* **TASK ITEM**
A word-for-word copy of the entries is the goal; leave out the pictures.

[Collected data]

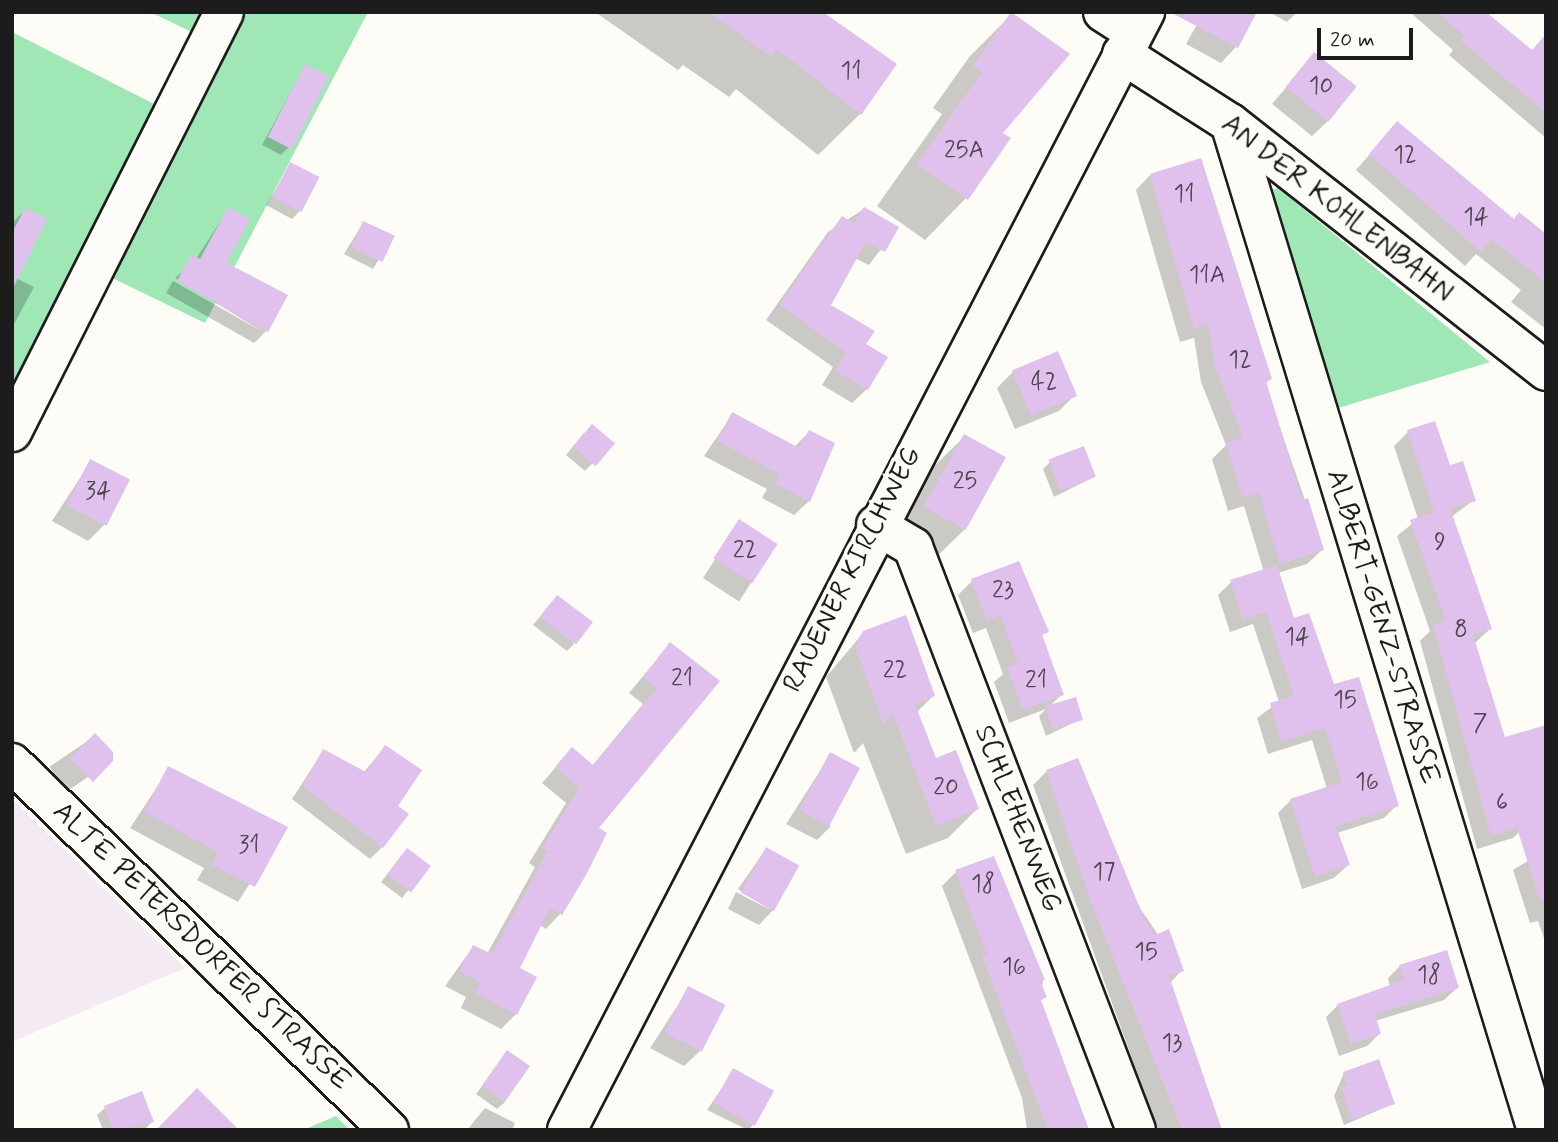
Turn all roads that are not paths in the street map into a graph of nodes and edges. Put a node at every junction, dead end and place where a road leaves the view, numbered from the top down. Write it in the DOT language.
graph roads {
  1 [pos="224,12"];
  2 [pos="1126,28"];
  3 [pos="1230,124"];
  4 [pos="1546,371"];
  5 [pos="12,432"];
  6 [pos="876,525"];
  7 [pos="12,763"];
  8 [pos="389,1130"];
  9 [pos="567,1130"];
  10 [pos="1136,1130"];
  11 [pos="1537,1130"];
  1 -- 5 [label="street"];
  2 -- 3 [label="street, AN DER KOHLENBAHN"];
  2 -- 6 [label="street, RAUENER KIRCHWEG"];
  3 -- 4 [label="street, AN DER KOHLENBAHN"];
  3 -- 11 [label="street, ALBERT-GENZ-STRASSE"];
  6 -- 9 [label="street, RAUENER KIRCHWEG"];
  6 -- 10 [label="street, SCHLEHENWEG"];
  7 -- 8 [label="street, ALTE PETERSDORFER STRASSE"];
}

* **RESULT OF THIS TASK**
Turn all roads that are not paths in the street map into a graph of nodes and edges. Put a node at every junction, dead end and place where a road leaves the view, numbered from the top down. Write it in the DOT language.
graph roads {
  1 [pos="224,12"];
  2 [pos="1126,28"];
  3 [pos="1230,124"];
  4 [pos="1546,371"];
  5 [pos="12,432"];
  6 [pos="876,525"];
  7 [pos="12,763"];
  8 [pos="389,1130"];
  9 [pos="567,1130"];
  10 [pos="1136,1130"];
  11 [pos="1537,1130"];
  1 -- 5 [label="street"];
  2 -- 3 [label="street, AN DER KOHLENBAHN"];
  2 -- 6 [label="street, RAUENER KIRCHWEG"];
  3 -- 4 [label="street, AN DER KOHLENBAHN"];
  3 -- 11 [label="street, ALBERT-GENZ-STRASSE"];
  6 -- 9 [label="street, RAUENER KIRCHWEG"];
  6 -- 10 [label="street, SCHLEHENWEG"];
  7 -- 8 [label="street, ALTE PETERSDORFER STRASSE"];
}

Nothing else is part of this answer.